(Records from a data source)
____________________
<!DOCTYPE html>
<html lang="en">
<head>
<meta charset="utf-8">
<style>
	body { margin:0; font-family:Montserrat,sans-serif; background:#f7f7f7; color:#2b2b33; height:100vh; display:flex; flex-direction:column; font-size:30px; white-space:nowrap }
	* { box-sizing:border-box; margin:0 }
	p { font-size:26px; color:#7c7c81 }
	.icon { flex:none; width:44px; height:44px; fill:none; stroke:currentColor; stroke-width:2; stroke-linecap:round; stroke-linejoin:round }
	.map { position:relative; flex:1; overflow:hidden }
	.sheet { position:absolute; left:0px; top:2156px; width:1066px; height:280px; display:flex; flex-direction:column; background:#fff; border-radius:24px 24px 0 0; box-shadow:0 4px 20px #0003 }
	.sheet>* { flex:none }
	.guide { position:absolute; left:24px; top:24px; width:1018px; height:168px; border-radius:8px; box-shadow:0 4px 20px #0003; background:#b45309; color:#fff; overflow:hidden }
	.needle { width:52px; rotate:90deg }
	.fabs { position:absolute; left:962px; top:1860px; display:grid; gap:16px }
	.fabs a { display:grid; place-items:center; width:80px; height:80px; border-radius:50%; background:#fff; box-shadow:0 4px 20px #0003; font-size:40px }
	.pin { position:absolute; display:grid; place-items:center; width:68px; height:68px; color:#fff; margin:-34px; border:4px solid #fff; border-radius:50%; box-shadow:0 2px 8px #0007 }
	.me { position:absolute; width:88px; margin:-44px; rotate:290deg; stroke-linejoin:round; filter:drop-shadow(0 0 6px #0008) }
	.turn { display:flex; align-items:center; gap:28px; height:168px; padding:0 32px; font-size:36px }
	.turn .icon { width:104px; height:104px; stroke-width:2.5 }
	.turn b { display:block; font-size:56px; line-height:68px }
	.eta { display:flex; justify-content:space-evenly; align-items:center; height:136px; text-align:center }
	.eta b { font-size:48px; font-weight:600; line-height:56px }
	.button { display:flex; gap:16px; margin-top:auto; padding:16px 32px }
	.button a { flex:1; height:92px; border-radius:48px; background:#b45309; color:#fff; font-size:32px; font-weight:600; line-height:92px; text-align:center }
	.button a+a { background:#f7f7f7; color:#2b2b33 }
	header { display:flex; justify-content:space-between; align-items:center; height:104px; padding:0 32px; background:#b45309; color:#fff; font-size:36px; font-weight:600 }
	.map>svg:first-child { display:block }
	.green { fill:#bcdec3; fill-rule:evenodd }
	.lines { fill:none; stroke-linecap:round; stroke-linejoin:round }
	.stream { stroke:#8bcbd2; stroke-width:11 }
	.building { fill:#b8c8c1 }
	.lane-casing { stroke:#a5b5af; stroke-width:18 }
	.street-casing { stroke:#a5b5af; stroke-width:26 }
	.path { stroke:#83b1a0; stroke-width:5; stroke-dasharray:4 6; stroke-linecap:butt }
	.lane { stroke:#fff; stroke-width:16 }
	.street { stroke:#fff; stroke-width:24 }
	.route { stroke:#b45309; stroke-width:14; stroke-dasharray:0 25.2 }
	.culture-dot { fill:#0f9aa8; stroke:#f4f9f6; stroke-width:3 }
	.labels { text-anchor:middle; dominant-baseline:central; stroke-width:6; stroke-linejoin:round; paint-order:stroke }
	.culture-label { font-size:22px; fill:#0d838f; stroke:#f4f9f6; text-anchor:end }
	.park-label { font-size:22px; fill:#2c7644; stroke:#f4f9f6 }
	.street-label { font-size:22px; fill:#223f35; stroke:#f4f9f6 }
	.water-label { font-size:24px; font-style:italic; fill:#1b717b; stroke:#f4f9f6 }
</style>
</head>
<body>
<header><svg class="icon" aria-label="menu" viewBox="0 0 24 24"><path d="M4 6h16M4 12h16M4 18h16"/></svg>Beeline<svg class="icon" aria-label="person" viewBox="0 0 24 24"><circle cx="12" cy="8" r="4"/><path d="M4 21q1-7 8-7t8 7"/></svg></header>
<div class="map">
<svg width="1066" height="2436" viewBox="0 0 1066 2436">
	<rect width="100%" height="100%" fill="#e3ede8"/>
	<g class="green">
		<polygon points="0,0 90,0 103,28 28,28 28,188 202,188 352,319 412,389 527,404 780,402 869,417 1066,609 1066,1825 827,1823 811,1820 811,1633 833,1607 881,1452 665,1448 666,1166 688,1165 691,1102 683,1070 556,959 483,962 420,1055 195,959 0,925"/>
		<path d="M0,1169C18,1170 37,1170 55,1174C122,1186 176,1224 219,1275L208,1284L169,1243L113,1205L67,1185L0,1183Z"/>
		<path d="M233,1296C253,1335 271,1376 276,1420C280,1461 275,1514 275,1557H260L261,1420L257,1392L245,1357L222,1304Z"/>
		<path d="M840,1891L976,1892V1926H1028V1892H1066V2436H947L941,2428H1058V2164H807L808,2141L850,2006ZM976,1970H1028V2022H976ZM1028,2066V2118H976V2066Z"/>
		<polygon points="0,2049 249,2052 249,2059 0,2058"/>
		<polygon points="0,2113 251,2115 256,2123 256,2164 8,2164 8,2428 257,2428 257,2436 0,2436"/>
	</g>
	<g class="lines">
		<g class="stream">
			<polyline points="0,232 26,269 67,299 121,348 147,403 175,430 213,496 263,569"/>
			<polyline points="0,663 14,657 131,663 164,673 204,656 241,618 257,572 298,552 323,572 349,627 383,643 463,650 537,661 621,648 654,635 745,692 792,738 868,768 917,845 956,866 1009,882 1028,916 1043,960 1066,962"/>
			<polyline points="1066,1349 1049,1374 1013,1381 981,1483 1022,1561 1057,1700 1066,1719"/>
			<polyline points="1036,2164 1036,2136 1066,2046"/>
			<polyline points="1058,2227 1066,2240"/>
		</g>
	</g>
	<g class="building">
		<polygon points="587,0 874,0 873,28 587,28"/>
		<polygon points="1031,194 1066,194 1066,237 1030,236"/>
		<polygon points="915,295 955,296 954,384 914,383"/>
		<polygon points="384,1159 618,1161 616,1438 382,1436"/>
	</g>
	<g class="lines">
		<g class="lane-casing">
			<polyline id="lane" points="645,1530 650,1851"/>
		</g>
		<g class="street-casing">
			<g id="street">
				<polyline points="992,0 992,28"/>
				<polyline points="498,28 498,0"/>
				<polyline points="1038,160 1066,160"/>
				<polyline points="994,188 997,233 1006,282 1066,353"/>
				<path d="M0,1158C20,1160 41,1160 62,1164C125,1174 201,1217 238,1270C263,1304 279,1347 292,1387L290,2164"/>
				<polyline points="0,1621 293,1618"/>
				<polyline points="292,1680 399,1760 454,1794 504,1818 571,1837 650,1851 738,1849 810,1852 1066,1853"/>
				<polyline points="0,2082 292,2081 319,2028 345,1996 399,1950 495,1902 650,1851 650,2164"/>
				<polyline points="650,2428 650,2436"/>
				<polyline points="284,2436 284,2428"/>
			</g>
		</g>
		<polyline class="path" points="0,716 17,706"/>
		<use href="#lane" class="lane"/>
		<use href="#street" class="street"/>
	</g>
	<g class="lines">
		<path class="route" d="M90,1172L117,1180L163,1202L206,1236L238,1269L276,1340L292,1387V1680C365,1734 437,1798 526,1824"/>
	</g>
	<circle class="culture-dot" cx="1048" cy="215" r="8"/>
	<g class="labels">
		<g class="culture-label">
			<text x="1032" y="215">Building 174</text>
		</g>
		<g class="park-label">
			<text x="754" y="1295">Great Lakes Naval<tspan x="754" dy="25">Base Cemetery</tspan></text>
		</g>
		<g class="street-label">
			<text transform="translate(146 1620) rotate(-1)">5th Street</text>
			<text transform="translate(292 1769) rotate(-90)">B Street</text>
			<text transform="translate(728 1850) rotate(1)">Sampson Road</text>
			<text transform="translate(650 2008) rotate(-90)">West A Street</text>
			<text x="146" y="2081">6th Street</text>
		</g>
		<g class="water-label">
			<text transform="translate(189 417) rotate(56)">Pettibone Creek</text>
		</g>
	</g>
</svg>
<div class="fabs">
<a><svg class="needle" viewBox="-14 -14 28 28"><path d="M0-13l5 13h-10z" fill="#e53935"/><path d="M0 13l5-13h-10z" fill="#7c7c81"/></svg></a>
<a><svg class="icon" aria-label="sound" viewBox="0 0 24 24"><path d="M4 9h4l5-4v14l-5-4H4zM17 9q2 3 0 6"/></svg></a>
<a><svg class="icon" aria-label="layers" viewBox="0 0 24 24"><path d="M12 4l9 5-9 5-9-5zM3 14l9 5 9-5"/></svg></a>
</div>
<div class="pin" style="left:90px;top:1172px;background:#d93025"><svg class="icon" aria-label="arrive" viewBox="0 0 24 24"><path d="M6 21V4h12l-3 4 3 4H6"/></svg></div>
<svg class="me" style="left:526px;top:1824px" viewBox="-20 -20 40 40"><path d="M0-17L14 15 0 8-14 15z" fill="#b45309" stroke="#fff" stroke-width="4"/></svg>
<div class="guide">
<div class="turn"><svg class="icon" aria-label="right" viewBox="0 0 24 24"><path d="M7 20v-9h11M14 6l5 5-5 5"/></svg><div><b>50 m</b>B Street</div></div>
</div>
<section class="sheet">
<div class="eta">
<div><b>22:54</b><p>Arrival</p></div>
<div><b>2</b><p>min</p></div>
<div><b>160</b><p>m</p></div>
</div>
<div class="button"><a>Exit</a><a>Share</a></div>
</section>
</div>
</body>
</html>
____________________
[ACTION ITEM]
Out of the records, collect only those lines that contain the string "grid".

[TASK ANSWER]
	.fabs { position:absolute; left:962px; top:1860px; display:grid; gap:16px }
	.fabs a { display:grid; place-items:center; width:80px; height:80px; border-radius:50%; background:#fff; box-shadow:0 4px 20px #0003; font-size:40px }
	.pin { position:absolute; display:grid; place-items:center; width:68px; height:68px; color:#fff; margin:-34px; border:4px solid #fff; border-radius:50%; box-shadow:0 2px 8px #0007 }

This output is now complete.